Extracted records
:::::
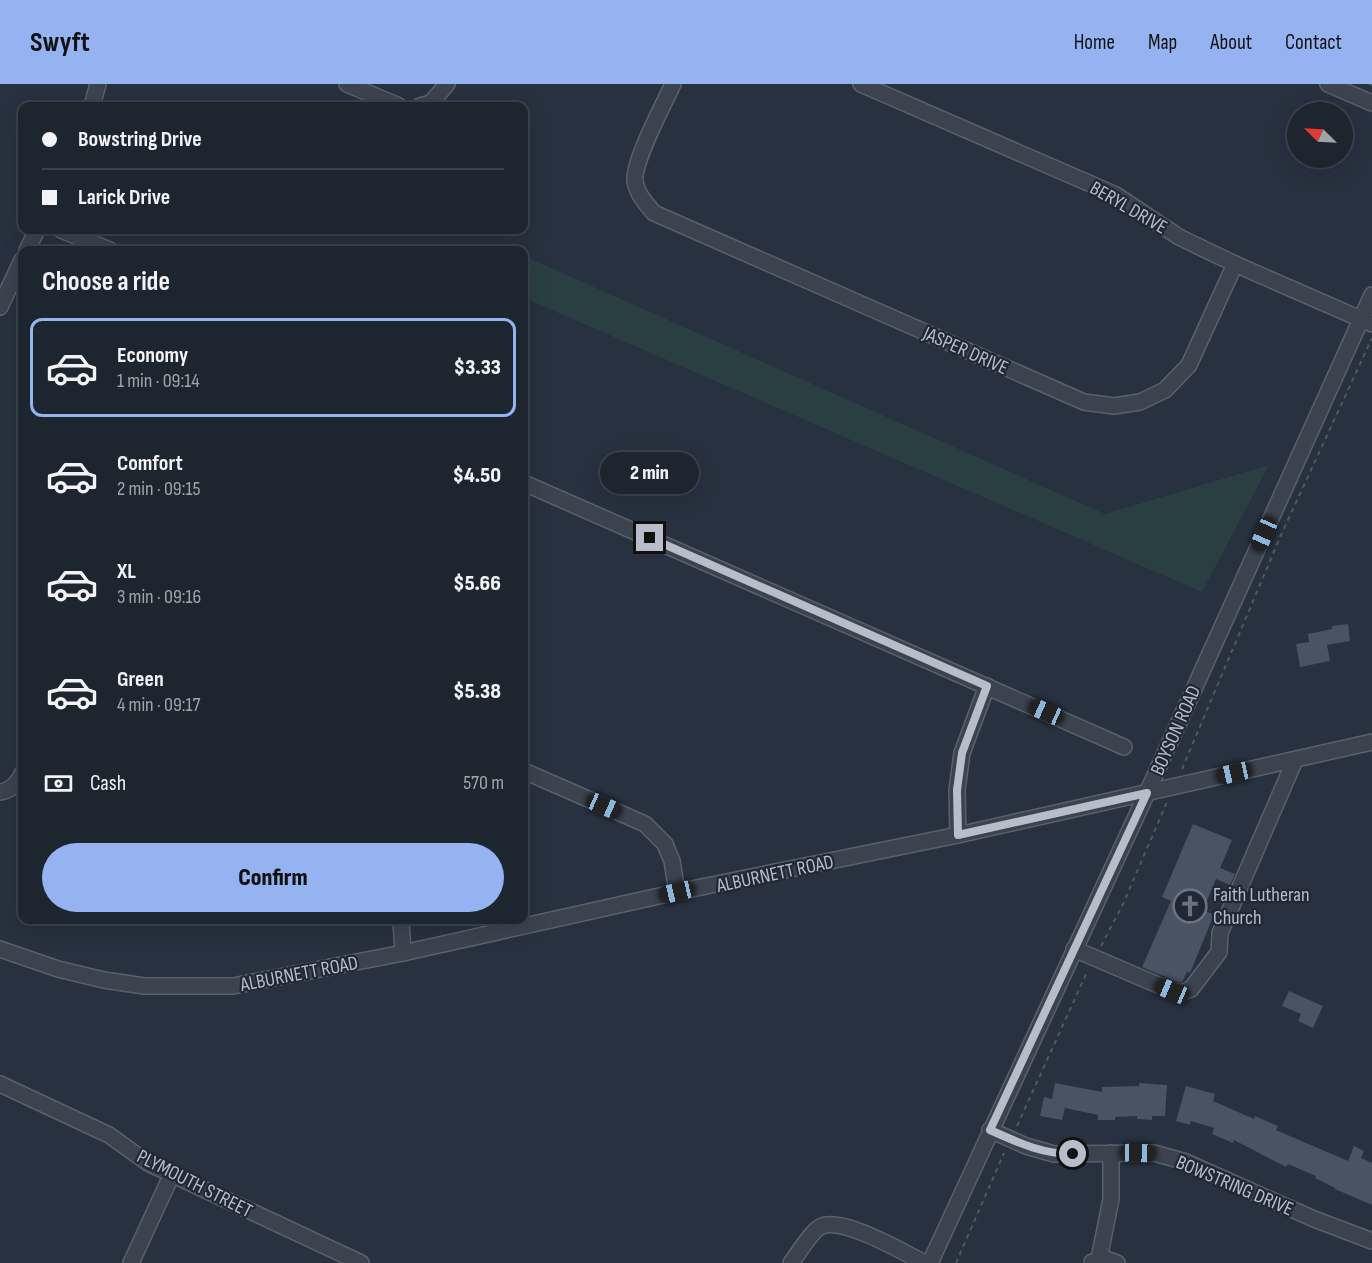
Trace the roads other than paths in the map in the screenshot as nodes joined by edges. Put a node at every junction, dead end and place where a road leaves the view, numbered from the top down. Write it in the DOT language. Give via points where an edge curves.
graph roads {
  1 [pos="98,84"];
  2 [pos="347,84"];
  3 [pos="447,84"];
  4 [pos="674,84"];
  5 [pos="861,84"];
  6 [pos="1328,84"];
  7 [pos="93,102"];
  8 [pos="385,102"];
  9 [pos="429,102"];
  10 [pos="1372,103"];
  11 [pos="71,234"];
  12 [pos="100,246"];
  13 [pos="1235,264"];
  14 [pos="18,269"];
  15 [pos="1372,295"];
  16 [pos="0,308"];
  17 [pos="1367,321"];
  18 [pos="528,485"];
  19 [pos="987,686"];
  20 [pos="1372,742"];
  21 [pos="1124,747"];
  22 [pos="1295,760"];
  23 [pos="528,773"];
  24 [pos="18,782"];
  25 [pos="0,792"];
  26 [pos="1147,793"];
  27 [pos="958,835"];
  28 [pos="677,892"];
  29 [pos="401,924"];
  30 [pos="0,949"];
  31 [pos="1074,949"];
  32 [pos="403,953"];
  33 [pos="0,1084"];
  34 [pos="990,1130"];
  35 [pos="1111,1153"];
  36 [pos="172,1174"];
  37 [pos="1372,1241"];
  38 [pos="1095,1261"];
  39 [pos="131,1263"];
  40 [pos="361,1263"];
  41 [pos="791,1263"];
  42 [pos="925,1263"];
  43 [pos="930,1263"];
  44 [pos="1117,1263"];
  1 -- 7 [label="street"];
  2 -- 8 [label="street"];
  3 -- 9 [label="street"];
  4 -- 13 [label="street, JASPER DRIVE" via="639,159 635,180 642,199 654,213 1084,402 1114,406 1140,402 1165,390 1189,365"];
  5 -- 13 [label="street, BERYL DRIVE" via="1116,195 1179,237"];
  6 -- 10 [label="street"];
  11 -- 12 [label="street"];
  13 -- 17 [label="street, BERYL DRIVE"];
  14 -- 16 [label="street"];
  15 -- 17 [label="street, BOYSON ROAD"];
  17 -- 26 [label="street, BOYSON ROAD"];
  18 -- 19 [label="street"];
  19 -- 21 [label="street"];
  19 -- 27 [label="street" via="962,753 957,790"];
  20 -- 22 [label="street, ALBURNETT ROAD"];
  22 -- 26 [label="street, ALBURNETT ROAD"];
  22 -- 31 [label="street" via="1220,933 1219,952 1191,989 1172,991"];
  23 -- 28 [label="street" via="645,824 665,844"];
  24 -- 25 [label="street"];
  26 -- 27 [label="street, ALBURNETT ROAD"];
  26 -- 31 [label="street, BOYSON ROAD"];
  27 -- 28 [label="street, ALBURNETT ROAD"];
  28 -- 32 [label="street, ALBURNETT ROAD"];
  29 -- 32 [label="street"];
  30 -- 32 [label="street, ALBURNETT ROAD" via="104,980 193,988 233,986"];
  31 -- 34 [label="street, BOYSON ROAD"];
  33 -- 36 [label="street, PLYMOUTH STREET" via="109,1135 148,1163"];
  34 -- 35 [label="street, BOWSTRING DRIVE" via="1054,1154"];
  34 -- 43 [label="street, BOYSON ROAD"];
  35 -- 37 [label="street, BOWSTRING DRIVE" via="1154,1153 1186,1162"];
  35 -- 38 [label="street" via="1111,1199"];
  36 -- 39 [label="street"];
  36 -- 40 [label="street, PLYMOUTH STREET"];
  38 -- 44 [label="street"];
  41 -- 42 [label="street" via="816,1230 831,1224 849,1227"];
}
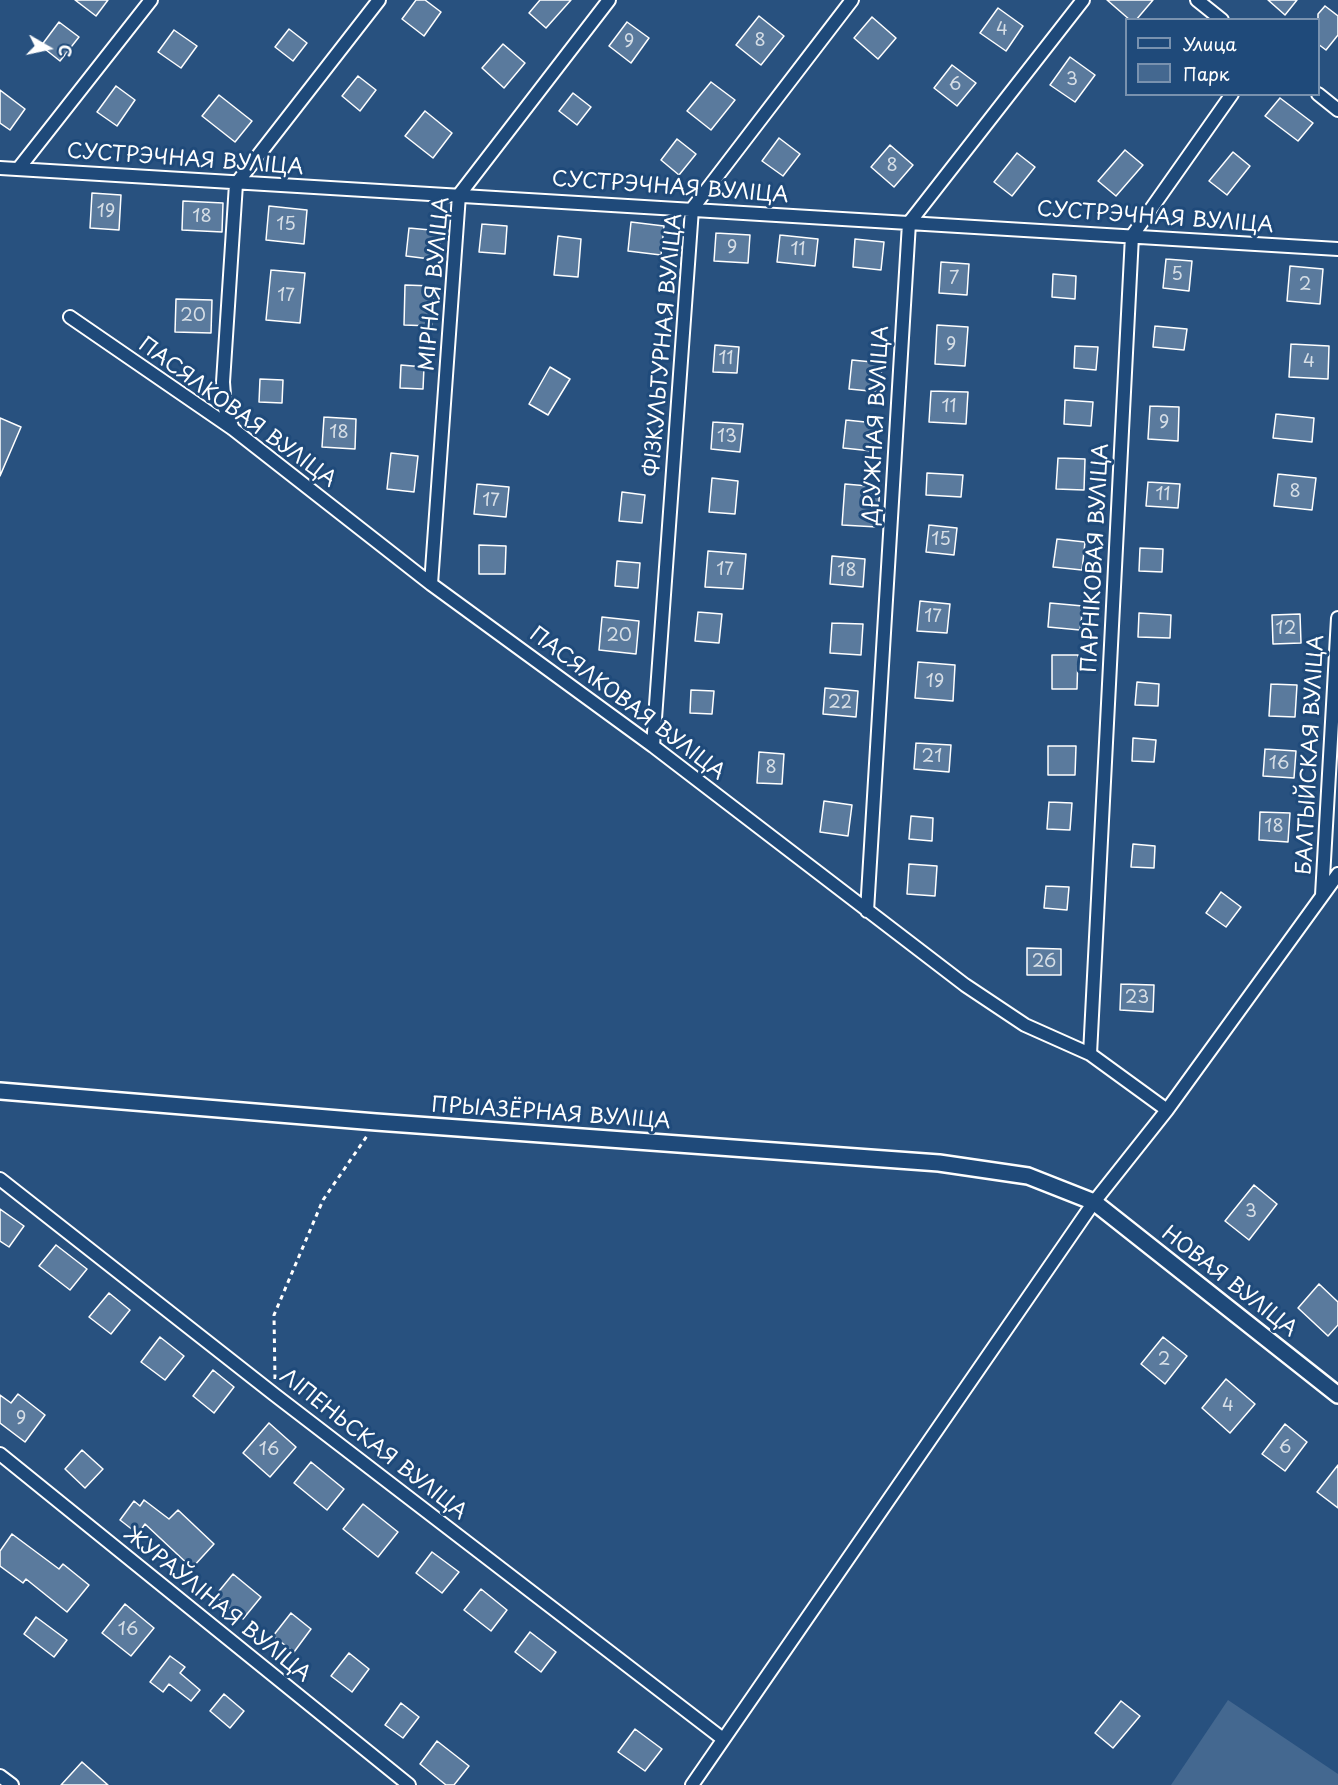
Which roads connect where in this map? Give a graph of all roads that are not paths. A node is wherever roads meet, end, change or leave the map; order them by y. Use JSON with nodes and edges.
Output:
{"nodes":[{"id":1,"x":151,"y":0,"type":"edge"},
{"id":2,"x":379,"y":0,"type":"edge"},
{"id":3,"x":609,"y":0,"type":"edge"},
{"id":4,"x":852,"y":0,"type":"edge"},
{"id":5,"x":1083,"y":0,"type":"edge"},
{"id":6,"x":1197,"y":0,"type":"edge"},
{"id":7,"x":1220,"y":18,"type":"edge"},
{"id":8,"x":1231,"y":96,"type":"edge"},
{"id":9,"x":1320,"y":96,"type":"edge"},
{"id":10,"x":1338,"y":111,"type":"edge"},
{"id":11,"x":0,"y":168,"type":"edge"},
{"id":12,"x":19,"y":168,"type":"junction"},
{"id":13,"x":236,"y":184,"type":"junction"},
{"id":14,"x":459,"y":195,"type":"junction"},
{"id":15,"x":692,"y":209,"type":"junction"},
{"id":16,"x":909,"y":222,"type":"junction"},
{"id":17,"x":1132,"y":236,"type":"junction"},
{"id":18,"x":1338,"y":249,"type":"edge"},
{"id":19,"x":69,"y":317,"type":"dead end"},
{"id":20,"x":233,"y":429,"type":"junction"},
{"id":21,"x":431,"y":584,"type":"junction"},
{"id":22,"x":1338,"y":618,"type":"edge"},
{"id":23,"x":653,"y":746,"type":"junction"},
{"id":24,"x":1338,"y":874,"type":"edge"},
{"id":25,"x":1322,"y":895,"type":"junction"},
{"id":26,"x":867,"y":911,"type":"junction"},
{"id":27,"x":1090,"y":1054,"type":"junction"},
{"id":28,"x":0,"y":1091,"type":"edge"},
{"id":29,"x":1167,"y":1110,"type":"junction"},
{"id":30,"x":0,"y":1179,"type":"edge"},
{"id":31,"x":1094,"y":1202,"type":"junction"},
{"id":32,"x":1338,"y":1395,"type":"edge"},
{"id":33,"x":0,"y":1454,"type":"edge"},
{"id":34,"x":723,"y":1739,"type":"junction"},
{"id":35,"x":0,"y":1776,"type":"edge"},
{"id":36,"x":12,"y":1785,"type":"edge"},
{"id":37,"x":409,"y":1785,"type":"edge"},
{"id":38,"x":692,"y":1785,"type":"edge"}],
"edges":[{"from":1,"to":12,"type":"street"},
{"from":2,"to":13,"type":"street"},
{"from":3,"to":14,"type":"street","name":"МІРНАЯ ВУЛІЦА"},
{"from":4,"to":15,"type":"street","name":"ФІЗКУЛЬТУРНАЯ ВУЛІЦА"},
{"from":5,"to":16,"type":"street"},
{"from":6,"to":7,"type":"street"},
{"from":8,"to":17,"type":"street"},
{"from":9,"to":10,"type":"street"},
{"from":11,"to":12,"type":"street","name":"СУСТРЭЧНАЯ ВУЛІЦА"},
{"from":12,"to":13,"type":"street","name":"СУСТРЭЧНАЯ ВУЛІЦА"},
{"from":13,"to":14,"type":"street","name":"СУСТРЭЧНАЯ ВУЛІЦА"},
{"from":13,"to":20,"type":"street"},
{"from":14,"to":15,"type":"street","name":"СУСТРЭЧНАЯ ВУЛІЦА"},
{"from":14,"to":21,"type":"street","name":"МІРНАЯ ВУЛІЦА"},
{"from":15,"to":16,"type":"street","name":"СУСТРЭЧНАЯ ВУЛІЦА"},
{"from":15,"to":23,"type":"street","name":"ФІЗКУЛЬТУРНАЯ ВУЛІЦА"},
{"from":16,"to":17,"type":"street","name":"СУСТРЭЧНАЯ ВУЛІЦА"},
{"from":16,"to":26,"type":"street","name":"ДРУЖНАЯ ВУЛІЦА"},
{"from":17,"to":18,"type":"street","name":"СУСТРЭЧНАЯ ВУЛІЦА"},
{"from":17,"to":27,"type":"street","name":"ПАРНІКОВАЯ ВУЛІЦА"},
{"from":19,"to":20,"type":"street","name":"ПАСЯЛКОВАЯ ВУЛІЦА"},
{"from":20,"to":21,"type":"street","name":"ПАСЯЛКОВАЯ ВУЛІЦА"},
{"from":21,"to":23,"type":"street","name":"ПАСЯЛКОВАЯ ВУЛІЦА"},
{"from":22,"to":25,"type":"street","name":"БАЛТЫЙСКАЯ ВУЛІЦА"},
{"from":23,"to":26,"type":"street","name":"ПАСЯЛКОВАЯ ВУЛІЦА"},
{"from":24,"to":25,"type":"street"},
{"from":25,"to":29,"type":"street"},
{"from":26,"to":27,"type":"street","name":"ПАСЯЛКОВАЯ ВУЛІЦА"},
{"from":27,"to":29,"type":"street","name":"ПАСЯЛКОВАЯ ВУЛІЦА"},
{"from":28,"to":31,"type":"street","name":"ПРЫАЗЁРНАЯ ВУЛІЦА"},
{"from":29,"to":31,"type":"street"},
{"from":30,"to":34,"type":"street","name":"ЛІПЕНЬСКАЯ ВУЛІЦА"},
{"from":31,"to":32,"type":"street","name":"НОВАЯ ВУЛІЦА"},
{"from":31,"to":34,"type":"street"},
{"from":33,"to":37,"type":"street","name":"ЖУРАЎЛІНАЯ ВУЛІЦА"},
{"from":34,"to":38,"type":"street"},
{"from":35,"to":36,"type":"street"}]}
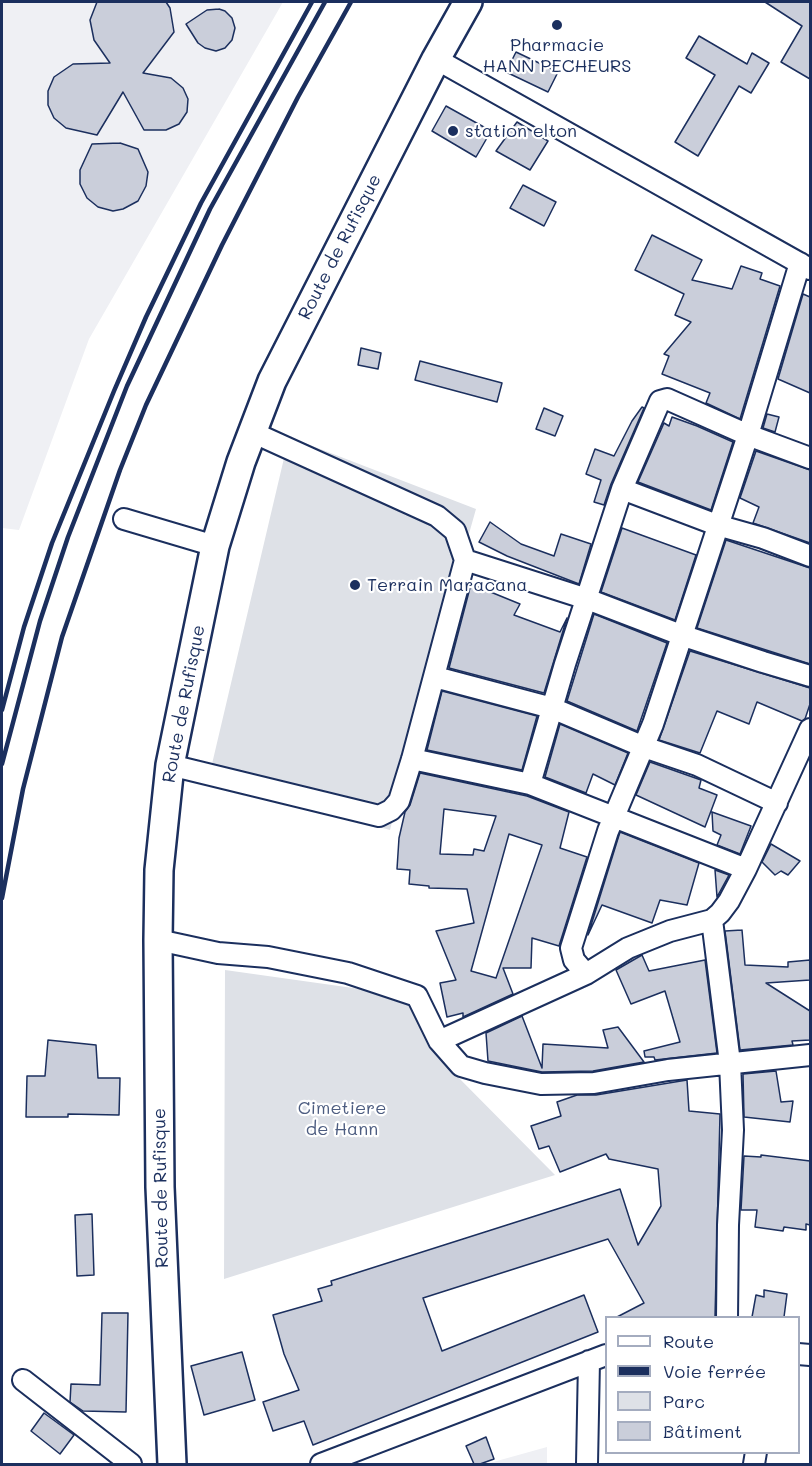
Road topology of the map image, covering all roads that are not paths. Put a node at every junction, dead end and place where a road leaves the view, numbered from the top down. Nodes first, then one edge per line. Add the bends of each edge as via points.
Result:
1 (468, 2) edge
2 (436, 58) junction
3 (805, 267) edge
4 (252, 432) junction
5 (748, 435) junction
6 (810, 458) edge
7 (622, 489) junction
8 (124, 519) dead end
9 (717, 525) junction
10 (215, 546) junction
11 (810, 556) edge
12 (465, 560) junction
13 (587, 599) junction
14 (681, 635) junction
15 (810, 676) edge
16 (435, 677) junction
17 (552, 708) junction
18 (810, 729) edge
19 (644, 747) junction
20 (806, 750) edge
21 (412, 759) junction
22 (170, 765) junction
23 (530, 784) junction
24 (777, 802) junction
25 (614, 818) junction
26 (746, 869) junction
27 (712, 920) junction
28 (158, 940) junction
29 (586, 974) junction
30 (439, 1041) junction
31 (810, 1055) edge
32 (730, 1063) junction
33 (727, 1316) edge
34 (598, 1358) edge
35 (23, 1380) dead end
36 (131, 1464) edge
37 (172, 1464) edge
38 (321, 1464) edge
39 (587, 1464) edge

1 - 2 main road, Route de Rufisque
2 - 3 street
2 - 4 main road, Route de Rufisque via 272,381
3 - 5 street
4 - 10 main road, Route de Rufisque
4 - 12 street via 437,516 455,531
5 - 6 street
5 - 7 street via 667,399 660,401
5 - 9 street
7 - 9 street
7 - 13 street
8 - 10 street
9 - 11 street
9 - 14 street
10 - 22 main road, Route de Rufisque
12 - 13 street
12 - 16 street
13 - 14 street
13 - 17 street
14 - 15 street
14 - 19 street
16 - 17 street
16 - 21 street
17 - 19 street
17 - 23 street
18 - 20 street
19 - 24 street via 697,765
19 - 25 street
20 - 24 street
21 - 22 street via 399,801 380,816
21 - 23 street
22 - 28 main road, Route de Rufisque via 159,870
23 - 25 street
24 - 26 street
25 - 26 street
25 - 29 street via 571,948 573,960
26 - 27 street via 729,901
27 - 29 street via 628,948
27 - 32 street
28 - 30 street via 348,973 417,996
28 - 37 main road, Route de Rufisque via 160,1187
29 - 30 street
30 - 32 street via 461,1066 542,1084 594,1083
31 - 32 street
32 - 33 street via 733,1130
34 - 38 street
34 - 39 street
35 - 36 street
:::::
Tell how many lines above include "that", and add no other text.

2